June 3—Did 26-year-old Belarus dissident Roman Protasevich’s career as a soldier in the neo-Nazi Azov Brigade in Ukraine harm his chances of employment by the British Foreign Office, or with the National Endowment for Democracy (NED), Carl Gershman’s regime-change institution? Absolutely not. In fact, he is being deployed directly by the British and their American assets.

The arrest of Protasevich in Minsk, Belarus on May 23 is a cause of great concern for the intelligence agencies of the West—but not for all the hype over the controversial landing of the Ryanair plane that led to his arrest. While there was, indeed, a bomb threat that caused it to land in Belarus, the stories that Russian intelligence or the Lukashenko government manufactured the bomb threat seem to stem from those same intelligence agencies that have controlled Protasevich’s young life.

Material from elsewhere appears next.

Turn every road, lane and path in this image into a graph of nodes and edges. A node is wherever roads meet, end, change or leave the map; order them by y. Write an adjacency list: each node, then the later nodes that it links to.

Certainly no one in the West is supposed to evaluate, or even listen to, e.g., the recording of the Ryanair pilots telling the Minsk airport that it was their “recommendation” that they land at Minsk—a recording being aired publicly in Belarus. And the claim that four Russian “KGB” agents were on the flight tracking poor Protasevich, and that one or more of them staged an incident with the airline personnel, claiming that a bomb was on board, has fallen flat. That line originated with a posting on Protasevich’s NEXTA social media board—but it turns out that no such Russians were on board, and none of the passengers on board heard any such confrontation.

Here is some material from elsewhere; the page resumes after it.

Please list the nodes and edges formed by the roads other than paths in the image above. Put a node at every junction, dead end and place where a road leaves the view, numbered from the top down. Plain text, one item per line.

However, even if Lukashenko’s people had artificed the recording of the pilots, and had made up the bomb threat as a pretext to arrest Protasevich, there would still be more than a bit of hypocrisy in the “holier-than-thou” protests over the arrest of this so-called “democratic freedom fighter.” Often cited is the case of the forcing down of the official airplane of Bolivian President Evo Morales in 2013, a head of state with no criminal charges against him—neither of which can be claimed for Protasevich. In the 2013 incident, intelligence agencies were in a panic, thinking that Morales was transporting Edward Snowden, and therefore all things were fair for the West.

Beyond these controversies, an examination of the details of Protasevich’s activities provide an efficient pathway to throw some light on the work of Western intelligence agencies with the glories of “color revolutions,” regime changes, and the relentless march toward nuclear showdowns with Russia and/or China.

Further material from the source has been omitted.